Hours later, he turned over to apologize to an empty pillow. Sitting up halfway in bed, he rubbed his eyes and noticed the note she had left in coral pink lipstick on the vanity mirror: “GOODBYE FOREVER, PRICK.”
MSBQ
Tabula Rasa
December 11, 2009
The double-paned glass of the door frosts over slowly as he walks in. He exhales audibly; a grey cloud of life evaporates in front of his face. It was a café he knew well enough; the walls were covered with smudged paintings and people with smudged faces. It had been a long walk. A man in the corner assessed the newcomer’s entrance, shrugged, and went back to his game of solitaire.

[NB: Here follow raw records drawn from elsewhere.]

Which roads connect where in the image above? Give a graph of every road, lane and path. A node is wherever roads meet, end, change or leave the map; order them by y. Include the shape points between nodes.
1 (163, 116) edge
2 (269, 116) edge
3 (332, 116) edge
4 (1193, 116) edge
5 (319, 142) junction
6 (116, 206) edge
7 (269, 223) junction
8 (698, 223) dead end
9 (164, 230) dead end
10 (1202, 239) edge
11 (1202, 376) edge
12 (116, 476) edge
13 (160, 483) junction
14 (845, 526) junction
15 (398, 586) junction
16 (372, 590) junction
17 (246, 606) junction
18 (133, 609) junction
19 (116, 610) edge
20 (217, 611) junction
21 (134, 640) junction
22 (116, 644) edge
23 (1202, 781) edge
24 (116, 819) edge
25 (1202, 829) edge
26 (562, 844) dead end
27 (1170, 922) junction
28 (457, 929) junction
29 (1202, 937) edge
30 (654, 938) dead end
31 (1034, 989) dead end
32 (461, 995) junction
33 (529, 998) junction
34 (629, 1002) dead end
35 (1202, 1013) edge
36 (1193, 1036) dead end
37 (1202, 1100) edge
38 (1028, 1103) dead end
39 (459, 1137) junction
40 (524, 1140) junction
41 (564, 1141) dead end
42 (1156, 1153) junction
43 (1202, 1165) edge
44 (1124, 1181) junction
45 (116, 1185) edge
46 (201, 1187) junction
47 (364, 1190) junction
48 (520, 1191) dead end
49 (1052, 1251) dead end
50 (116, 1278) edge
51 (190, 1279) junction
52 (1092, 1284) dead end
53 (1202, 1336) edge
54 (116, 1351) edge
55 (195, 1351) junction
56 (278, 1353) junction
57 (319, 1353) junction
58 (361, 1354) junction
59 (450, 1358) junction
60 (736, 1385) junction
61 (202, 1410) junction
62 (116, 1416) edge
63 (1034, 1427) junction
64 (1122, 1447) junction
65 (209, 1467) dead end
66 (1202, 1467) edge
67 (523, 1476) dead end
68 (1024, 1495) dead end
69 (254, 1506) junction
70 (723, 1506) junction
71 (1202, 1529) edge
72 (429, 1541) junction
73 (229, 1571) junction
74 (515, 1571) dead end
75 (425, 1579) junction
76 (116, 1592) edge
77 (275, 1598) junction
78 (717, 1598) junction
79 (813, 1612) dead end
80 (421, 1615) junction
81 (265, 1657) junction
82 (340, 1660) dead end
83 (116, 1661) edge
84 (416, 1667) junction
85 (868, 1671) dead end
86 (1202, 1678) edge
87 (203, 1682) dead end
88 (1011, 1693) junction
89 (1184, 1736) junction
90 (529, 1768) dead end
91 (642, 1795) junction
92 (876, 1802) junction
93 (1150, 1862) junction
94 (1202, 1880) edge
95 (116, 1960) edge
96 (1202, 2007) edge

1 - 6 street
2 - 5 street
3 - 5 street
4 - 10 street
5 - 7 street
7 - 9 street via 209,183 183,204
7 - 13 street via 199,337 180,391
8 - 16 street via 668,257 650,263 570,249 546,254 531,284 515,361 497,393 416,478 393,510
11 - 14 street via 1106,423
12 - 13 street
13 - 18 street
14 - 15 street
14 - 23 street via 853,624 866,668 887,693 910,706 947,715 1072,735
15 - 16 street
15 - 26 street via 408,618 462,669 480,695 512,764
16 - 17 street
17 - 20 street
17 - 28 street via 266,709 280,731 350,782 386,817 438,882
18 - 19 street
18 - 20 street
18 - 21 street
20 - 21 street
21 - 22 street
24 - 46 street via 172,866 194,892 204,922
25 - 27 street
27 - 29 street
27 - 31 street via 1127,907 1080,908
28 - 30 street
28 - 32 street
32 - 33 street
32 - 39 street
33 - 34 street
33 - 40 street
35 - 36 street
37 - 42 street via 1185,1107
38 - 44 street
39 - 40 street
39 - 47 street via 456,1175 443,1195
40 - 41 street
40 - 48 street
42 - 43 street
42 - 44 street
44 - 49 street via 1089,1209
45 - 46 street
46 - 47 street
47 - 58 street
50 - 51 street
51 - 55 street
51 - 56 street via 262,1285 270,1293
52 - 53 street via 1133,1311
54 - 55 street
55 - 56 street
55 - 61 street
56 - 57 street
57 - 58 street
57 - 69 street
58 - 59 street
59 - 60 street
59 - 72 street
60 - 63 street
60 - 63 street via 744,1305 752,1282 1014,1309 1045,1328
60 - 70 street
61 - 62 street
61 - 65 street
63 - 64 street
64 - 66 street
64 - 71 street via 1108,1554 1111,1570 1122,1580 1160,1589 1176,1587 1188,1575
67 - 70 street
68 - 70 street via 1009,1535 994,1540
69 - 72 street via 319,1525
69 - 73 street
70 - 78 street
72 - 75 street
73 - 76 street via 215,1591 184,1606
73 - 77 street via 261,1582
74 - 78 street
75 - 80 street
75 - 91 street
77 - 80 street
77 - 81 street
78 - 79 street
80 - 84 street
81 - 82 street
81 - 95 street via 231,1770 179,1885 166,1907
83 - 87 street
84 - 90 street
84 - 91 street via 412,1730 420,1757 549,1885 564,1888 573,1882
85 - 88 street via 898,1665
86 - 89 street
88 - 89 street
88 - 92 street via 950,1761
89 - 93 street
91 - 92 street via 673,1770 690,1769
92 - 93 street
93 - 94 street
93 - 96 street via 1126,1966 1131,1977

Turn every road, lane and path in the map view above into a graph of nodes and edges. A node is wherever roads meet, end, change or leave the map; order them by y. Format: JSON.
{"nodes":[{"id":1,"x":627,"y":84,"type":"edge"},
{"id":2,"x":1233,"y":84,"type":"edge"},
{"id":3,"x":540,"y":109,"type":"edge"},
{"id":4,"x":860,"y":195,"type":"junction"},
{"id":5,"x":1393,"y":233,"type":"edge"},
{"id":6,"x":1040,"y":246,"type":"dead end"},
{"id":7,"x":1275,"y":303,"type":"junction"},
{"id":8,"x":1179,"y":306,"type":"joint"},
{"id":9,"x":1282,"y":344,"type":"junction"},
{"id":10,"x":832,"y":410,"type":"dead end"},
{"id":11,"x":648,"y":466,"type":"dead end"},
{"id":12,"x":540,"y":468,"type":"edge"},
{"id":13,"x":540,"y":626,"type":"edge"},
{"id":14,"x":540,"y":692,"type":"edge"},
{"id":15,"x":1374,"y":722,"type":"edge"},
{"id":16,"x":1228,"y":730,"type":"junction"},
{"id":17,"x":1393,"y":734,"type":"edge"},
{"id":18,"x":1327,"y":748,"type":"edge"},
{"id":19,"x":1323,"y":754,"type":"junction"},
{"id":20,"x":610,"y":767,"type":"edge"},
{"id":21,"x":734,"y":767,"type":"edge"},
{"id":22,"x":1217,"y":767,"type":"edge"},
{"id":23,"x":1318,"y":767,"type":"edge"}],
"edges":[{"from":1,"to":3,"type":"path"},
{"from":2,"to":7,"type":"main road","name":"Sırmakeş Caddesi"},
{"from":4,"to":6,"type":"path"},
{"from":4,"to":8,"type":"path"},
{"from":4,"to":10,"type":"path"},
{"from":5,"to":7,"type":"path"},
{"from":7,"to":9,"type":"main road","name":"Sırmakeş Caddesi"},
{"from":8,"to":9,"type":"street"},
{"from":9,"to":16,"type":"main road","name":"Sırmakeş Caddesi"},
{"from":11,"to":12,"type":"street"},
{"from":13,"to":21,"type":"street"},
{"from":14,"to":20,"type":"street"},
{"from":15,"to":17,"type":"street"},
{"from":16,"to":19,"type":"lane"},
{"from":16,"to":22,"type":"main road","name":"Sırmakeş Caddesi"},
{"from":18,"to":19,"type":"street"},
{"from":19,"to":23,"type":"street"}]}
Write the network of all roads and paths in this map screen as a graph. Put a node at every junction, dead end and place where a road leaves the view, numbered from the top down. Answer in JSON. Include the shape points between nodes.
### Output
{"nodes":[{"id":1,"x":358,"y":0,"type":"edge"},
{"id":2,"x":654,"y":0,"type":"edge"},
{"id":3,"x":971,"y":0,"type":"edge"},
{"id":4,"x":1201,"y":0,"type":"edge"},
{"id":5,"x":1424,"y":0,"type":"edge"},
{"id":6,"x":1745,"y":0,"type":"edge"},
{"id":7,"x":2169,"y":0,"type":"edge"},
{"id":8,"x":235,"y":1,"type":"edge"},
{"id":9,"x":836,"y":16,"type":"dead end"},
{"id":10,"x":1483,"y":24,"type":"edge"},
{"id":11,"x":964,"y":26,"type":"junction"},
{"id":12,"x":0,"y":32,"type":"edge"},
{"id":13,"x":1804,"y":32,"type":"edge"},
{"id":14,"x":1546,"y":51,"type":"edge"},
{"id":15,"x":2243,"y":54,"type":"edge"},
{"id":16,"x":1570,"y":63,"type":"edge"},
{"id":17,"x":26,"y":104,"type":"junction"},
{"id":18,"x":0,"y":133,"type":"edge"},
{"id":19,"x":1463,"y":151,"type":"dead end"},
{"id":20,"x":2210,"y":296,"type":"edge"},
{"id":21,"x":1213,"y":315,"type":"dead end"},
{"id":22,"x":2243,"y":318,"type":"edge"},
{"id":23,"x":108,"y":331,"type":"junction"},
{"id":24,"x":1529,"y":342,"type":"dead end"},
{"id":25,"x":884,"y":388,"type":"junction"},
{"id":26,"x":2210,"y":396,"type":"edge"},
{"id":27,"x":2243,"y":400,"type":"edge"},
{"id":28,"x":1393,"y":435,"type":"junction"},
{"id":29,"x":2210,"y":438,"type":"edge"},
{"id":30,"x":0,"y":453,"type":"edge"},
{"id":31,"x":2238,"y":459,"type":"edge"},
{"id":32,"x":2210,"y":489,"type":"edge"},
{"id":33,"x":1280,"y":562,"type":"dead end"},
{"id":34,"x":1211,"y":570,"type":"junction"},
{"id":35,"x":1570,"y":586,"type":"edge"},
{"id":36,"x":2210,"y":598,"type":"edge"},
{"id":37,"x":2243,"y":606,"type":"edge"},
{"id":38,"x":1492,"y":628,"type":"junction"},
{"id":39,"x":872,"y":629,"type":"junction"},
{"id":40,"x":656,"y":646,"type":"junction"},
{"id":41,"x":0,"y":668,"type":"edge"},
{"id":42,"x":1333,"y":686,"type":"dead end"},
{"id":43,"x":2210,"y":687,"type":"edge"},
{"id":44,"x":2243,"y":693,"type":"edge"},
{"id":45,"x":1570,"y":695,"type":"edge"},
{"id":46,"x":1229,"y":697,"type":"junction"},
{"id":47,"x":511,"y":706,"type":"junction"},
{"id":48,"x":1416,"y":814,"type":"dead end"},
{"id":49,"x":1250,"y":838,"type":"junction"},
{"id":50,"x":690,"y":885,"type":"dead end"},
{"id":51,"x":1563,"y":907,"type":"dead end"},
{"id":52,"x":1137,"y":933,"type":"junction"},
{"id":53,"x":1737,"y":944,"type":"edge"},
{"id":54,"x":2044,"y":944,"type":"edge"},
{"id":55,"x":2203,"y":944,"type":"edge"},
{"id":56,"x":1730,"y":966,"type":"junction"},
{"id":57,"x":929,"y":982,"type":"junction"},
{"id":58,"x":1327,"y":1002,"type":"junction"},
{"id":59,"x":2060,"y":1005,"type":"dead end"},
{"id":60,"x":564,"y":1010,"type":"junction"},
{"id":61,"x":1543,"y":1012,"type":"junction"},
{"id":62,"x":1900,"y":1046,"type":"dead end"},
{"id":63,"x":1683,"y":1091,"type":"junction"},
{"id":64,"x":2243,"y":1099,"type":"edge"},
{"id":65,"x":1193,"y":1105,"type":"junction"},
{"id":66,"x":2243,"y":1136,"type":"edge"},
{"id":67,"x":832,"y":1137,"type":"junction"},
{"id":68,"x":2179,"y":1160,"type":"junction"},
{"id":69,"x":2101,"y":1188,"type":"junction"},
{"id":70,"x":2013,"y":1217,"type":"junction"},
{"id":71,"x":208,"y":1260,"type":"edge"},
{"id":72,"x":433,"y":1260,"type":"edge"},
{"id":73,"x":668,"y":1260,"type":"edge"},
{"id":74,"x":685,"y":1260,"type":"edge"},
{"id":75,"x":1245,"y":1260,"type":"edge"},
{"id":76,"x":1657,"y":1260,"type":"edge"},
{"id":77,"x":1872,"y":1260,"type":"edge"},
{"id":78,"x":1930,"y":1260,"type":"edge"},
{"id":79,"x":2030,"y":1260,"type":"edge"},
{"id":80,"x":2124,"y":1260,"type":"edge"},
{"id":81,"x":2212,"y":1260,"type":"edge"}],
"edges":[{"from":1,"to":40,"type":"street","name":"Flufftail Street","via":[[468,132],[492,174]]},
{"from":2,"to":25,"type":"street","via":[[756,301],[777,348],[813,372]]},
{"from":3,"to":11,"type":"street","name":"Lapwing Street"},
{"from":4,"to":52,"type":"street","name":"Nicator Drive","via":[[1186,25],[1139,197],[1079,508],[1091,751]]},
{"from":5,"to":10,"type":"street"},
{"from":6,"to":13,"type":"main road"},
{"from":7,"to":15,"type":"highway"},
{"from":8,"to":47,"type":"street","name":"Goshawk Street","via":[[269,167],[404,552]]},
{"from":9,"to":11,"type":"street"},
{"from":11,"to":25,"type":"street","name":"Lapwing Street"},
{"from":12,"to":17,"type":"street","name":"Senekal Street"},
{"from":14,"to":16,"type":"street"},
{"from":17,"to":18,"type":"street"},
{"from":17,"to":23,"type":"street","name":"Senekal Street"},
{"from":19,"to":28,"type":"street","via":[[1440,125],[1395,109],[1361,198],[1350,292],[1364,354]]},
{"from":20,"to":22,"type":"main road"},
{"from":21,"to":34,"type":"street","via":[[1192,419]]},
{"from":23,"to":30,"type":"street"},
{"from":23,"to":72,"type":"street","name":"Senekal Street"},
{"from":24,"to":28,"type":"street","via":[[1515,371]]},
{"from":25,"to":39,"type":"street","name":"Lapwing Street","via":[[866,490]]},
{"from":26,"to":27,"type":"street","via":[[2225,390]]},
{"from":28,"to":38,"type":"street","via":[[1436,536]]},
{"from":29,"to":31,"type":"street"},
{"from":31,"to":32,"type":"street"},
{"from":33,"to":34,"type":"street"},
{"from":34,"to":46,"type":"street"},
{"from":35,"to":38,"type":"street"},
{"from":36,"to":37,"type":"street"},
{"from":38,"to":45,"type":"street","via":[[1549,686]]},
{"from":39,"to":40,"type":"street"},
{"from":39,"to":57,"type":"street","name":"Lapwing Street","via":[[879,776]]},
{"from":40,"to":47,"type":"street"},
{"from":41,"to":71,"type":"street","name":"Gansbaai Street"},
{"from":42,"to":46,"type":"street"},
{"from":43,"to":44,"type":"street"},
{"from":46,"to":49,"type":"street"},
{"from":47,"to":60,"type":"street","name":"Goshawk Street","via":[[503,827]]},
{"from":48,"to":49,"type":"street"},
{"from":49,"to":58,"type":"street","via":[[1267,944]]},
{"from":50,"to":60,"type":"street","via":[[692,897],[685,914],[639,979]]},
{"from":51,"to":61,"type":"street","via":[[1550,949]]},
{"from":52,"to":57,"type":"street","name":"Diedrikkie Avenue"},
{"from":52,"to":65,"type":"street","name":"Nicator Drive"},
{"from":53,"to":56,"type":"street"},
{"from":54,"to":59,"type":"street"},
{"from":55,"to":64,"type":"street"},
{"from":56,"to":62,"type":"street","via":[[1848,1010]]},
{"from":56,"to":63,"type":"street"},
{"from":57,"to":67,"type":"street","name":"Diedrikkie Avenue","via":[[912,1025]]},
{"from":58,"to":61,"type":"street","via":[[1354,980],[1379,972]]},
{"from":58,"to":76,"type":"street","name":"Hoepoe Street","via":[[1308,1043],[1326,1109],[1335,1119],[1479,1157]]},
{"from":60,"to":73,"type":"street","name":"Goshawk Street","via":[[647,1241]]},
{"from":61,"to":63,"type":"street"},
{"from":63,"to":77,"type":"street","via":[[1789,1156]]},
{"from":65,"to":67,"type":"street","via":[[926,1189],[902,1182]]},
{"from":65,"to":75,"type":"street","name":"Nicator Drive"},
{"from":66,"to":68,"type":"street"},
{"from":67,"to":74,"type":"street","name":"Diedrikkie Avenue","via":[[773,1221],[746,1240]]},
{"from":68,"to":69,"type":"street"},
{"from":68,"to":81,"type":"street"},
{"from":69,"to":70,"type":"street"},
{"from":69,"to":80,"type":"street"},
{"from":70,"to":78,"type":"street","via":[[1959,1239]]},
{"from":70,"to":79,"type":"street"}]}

A pair of loud, bubbly young girls discusses their days by the windowsill. The barista, a tall and long-faced man, asks him what he wants. “Just a glass of water, thank you,” he says. He takes off his backpack and his ragged outer coat to sit down gratefully at the table nearest the door. Vein striped fingers search his pockets until they find their prize: a half-eaten golden delicious apple. He sits, his back to the wall, holding his meal like a weathered dog holds its favorite bone. A small-framed lady with a small chocolate lab in tow comes in the door, and the latter stretches the limit of its leash in order to investigate the stranger at the nearest table. “No, no, Gracie,” the woman’s voice said in a hushed tone. No one, not even the dog, gives the man more than a moment’s notice. As he carefully places his empty glass in the bus tray, the pale yellow light illuminates a tattoo on the man’s left wrist. Gothic letters spell out two words: tabula rasa. The barista nods as the man replaces his outer shell, complete with a tattered orange beanie. “Have a good night man,” calls the man behind the counter. “No promises,” was all he would get back.
Police reports said that he was found cold in the “rich” part of town. He had hidden inside the remains of a large plastic barrel, in the backyard of a house with blue trim. A neighbor had noticed an unusual lump in the blanket of snow that had fallen that evening, and after sending his son to go check it out they had called 911. Paramedics didn’t even try to revive him; the color had drained from the man’s face long before his heart had stopped his weary cadence. Three sets of blue and red lights rotate silently in the cul-de-sac, piercing the picturesque little neighborhood with a reminder of their urban presence. It takes two men to lift the body onto a stretcher, white flakes still gently adding to the man’s frosted features. One lonely arm hangs down and sways with every bump the stretcher hits, barely visible in the pale moonlight are two words: tabula rasa. Neighbors watching from across the way hold their children tighter as the medics pack up and leave, they feel sad but they cannot articulate why. A young girl stops catching snowflakes on her tongue long enough to ask her mother, “Who was that man, mommy?” Her mother just shrugs. “A very sick old man, honey. No one important,” she answers. Consoled by her mother’s words, the girl goes back to twirling around in the snowfall. She will never again think about the man she saw that night; the thought of him erased as swiftly as the tiny snowflakes hitting her mouth, instantly liquid and then, gone.